Na Era da integridade, os gestores públicos e
privados passaram a entender que, as instituições que conseguem sobreviver com
coerência(virtude) e congruência(valor) são aquelas que conseguem conciliar valores
inegociáveis com a flexibilidade e a agressividade na parte operacional e
comercial, como defende Lucas.
A semelhança das relações humanas, o comportamento ético também
está no coração das instituições, pois, aquelas que arriscam sua reputação,
credibilidade e desempenho, podem até sonhar alto, mas, a altura que conseguem atingir
não ultrapassa a do vôo de uma galinha, enquanto que, aquelas que apostam na
integridade fazem vôos de águia e duram gerações. Por isso, além dos valores de
integridade, os administradores públicos e privados precisam definir
objetivamente as estratégias pelas quais atingirão seus propósitos.

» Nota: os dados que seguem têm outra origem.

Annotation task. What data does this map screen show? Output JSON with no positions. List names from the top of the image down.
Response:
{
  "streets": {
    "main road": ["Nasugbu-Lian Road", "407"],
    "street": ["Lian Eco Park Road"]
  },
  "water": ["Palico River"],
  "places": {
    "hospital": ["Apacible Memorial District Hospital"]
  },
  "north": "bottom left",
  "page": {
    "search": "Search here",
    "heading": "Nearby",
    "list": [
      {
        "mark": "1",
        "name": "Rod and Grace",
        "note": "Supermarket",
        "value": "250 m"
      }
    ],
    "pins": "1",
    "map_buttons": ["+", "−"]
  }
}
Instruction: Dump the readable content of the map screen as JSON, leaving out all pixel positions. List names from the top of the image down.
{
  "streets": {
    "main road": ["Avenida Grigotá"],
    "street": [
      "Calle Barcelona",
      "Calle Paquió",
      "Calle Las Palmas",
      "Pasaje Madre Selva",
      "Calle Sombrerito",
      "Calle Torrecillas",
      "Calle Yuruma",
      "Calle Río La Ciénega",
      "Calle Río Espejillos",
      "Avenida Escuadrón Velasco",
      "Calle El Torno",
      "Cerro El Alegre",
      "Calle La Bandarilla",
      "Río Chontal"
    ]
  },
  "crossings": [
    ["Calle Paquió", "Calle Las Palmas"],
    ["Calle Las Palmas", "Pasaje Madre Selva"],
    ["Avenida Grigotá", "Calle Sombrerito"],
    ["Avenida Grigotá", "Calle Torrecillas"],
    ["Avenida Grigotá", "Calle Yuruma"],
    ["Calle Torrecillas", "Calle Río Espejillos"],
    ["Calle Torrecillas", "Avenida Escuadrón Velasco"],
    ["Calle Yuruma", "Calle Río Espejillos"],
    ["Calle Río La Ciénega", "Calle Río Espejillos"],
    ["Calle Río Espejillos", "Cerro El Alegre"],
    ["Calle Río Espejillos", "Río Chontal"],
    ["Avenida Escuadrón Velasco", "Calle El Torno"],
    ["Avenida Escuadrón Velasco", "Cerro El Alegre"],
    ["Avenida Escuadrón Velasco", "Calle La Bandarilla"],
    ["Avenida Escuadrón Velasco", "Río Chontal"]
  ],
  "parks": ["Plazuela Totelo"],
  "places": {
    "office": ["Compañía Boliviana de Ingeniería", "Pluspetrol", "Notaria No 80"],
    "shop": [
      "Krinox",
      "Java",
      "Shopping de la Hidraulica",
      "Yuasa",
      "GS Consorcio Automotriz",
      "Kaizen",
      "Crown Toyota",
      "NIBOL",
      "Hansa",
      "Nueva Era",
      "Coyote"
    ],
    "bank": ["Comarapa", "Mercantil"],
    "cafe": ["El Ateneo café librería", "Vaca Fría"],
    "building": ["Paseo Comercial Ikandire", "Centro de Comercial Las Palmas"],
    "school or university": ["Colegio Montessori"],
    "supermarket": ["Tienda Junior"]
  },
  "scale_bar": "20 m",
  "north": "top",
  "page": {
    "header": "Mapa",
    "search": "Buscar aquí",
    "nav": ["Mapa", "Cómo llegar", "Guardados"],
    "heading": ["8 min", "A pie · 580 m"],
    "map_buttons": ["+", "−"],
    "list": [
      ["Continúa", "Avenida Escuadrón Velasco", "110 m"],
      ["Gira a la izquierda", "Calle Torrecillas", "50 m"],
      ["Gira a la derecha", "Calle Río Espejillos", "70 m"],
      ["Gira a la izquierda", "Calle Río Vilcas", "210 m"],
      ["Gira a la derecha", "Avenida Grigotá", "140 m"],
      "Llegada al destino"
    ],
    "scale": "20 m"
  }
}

Mas, é preciso ficar atento não só aos propósitos, mas
também a governança, pois, segundo o professor Daniel Faccini, quando se tem um
propósito forte, mas não se tem governança, ou, ao contrário, quando se tem boa
governança, mas não existe propósito algum, a empresa pode durar apenas uma
geração. Porém, quando esses dois atributos são conjugados proporcionalmente,
pode-se vislumbrar uma empresa centenária, ainda que outros fatores possam não
estar absolutamente solidificados.
Por isso, ele nos alerta que existem vários fatores que
podem auxiliar na perpetuação de uma empresa como: sustentabilidade,
lucratividade, posicionamento no mercado (...). Além destes, ainda é possível acrescentar:
programas de integridade e compliance, capacitação contínua, inovação
tecnológica, capital intelectual, pesquisas de satisfação, entre outras que
podem garantir a longevidade de uma empresa em qualquer ramo de atuação.
Todos esses fatores citados, aliadas a ética das virtudes
fazem com que a integridade seja, efetivamente, indutora da boa gestão e
governança corporativa. Desta forma, não é mais possível pensar no sucesso de
uma empresa pública ou privada, sem que suas ações estejam em conformidade com
os valores de integridade, pois, essa tem sido a mais rápida e mais eficiente
forma de impactar e de favorecer essa transição que tem a cultura de valores como
base e a integridade como fim.
Como indutora de boa gestão e governança, a integridade passou
a ser o pilar principal de qualquer administração, pois, ela é a soma de todos
os valores e virtudes, ou seja, é a oportunidade de garantir longevidade,
transparência e assimilação de valores aceitos e partilhados por todos e por
cada um de nós.
Niterói, aos 06/07/2021
[1]Atua como Consultor do Núcleo de Integridade da Controladoria Geral do Município (CGM-Niterói). É autor das obras: Entretextos: coletânea de textos acadêmicos. - 1ª ed. – Rio de Janeiro: Editora PoD, 2017; Paradoxos da condição humana: grandeza e miséria como paradoxo fundamental em Blaise Pascal. - 1ª ed. – Maringá: Viseu, 2019; Religar-se: coletânea de breves ensaios. - 1ª ed. – Maringá: Viseu, 2020 e de vários artigos publicados em revistas acadêmicas.